(Source records Opens)

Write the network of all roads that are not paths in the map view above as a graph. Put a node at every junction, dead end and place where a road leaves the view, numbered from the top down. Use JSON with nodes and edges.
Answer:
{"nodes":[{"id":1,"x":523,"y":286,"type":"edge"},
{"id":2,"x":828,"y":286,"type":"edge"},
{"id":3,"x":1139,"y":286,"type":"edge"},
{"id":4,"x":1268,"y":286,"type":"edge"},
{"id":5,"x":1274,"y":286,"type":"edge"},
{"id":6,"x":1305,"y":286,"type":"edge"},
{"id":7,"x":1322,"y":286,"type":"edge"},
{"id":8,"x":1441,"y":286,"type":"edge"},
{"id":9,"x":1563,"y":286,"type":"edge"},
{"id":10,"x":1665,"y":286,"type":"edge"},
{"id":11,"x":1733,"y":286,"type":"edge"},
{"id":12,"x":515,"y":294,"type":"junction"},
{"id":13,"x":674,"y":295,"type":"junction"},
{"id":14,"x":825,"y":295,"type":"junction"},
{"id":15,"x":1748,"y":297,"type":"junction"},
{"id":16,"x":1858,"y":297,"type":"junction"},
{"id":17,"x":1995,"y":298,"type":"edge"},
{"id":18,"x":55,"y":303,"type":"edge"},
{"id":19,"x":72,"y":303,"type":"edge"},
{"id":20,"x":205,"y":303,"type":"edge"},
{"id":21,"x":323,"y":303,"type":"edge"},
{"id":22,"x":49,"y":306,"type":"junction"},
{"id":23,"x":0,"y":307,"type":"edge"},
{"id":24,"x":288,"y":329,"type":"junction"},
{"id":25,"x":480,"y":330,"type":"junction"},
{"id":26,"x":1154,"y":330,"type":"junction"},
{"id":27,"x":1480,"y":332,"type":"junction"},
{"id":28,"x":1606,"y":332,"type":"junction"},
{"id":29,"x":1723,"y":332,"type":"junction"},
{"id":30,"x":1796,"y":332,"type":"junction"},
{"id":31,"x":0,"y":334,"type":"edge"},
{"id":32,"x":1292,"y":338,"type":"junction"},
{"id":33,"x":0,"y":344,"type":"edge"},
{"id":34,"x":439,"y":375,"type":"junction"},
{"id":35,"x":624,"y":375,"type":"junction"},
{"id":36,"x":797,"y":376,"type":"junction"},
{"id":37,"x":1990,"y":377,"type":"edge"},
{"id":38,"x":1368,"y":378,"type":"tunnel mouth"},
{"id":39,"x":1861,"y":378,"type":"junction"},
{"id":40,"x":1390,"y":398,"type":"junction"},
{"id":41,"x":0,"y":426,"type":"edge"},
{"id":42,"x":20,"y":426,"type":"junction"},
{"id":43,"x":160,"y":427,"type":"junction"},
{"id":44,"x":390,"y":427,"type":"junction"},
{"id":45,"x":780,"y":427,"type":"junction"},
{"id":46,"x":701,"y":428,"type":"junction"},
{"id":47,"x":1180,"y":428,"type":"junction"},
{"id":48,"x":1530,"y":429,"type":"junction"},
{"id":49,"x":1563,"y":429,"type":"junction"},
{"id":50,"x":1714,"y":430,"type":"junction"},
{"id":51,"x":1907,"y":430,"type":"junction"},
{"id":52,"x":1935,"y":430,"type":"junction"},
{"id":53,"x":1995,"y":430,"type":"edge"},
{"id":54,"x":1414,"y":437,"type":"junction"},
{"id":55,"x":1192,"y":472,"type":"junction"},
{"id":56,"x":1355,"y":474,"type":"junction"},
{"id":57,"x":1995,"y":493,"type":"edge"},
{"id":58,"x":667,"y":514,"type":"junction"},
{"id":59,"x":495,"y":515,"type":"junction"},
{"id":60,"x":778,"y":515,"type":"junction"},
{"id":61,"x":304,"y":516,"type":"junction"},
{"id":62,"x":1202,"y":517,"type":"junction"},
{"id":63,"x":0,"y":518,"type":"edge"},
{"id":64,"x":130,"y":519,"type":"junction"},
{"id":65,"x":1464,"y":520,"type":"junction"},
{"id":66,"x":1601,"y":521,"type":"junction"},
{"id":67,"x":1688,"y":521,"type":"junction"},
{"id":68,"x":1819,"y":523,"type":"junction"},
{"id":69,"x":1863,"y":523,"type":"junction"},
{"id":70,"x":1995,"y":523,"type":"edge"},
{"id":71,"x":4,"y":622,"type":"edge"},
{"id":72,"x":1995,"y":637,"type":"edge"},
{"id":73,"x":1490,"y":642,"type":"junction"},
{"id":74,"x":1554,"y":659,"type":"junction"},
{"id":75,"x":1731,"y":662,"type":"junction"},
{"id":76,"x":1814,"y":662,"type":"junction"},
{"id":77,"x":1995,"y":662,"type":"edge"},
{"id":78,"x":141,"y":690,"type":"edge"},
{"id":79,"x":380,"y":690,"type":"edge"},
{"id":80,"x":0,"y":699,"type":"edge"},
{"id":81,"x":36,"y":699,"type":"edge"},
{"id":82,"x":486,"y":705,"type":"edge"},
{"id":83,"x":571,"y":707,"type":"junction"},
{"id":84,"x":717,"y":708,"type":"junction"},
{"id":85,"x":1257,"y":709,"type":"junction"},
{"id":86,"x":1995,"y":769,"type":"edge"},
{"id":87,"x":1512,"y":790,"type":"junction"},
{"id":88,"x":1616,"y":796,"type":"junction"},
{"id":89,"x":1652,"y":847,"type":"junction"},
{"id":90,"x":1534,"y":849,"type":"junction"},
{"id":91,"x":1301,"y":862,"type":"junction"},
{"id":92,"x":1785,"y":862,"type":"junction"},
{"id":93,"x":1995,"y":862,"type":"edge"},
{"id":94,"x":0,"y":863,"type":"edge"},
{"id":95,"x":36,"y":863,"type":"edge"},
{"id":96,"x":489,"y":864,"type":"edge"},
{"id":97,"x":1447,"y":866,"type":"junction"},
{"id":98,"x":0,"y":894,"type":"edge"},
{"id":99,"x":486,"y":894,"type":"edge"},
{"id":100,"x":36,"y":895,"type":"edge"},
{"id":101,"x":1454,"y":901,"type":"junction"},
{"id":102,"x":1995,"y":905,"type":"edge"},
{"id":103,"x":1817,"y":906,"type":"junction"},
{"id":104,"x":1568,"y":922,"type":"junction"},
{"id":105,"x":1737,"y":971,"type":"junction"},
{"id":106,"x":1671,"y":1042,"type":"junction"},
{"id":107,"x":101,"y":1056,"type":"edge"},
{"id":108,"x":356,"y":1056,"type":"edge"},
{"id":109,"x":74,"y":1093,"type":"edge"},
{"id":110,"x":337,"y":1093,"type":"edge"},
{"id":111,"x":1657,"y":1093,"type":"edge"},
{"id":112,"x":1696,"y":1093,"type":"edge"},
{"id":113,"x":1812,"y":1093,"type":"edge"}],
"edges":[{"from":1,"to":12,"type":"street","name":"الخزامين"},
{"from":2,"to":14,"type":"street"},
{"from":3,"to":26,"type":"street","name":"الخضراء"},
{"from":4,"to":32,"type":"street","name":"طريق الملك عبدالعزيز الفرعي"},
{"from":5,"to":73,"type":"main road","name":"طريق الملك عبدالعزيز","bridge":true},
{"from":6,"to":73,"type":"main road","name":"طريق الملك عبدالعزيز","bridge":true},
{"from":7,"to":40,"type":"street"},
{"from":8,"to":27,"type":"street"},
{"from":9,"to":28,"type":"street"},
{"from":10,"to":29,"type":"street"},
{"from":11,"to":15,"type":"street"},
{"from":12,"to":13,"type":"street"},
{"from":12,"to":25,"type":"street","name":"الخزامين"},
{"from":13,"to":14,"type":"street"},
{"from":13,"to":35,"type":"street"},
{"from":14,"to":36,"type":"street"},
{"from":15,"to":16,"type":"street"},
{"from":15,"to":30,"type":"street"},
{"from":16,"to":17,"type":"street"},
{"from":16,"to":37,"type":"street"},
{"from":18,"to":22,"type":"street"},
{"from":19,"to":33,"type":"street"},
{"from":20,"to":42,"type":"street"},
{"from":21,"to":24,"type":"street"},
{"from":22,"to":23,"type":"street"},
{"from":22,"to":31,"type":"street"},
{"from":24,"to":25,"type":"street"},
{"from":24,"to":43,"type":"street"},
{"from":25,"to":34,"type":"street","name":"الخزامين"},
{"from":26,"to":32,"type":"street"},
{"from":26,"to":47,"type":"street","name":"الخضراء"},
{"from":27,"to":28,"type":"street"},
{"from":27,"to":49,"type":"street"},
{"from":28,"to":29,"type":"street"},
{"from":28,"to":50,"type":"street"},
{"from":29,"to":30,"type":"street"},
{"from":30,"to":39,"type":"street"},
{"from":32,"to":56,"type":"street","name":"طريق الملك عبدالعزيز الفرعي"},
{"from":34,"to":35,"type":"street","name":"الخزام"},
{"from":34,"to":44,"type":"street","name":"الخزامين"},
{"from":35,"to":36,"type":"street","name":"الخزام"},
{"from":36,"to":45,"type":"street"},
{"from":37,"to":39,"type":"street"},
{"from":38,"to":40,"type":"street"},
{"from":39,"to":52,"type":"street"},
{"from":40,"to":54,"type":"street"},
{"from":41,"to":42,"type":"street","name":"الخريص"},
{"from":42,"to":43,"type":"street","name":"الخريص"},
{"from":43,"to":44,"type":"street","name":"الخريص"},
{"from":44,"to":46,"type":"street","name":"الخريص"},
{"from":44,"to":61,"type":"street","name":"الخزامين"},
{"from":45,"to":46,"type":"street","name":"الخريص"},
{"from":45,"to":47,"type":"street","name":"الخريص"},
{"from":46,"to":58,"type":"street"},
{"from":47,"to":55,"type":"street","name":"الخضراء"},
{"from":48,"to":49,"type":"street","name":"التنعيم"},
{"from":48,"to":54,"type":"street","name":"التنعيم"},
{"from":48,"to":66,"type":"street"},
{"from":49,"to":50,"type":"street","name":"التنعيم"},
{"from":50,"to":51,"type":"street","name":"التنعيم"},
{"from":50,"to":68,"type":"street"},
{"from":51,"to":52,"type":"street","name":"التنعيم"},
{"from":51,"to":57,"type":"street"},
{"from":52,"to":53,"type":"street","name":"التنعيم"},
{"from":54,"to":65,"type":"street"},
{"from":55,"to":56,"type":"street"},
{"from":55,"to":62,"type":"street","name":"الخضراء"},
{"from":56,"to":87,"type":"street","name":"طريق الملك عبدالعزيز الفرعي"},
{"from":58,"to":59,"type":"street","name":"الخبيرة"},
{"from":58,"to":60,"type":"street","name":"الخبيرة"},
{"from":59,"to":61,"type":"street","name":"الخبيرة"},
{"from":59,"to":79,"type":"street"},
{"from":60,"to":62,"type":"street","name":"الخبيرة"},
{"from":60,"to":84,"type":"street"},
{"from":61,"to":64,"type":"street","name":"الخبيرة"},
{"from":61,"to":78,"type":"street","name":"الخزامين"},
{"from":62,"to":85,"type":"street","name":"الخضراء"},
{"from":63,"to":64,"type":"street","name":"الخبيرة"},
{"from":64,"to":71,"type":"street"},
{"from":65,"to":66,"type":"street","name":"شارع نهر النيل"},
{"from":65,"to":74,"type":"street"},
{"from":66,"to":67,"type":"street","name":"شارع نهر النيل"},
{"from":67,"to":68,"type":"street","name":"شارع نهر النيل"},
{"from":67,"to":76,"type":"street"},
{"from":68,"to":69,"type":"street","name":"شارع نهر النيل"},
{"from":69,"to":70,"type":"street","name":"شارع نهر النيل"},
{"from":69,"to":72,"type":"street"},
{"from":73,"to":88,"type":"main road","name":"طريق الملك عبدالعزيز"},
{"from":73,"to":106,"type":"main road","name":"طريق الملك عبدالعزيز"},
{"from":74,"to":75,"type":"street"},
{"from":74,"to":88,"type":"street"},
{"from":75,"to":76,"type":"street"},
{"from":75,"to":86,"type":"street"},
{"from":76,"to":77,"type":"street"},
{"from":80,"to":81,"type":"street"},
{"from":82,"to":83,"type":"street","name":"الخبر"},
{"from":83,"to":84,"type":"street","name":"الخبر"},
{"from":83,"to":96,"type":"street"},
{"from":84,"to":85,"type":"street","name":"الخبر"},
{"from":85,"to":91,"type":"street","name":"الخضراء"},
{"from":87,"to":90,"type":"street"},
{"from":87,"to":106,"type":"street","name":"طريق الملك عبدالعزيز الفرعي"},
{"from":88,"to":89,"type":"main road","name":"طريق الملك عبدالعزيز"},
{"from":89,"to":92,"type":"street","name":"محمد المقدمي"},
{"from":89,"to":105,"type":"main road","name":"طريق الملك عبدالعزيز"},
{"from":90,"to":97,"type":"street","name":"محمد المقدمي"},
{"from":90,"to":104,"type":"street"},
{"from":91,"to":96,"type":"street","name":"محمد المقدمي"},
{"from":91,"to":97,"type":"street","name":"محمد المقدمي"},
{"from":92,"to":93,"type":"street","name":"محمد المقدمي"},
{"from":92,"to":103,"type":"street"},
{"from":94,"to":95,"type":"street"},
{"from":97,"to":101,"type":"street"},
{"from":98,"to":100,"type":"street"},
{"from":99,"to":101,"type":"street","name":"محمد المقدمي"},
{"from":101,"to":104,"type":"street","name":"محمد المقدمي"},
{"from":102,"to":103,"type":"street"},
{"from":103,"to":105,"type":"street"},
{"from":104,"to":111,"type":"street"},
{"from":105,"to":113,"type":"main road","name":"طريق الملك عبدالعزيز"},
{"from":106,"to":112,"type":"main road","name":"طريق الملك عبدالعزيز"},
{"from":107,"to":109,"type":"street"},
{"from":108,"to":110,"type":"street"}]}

(Source records Closes)

If a line in the listing contains "الخضراء", it counts. Say how many lines count, with no other words.

6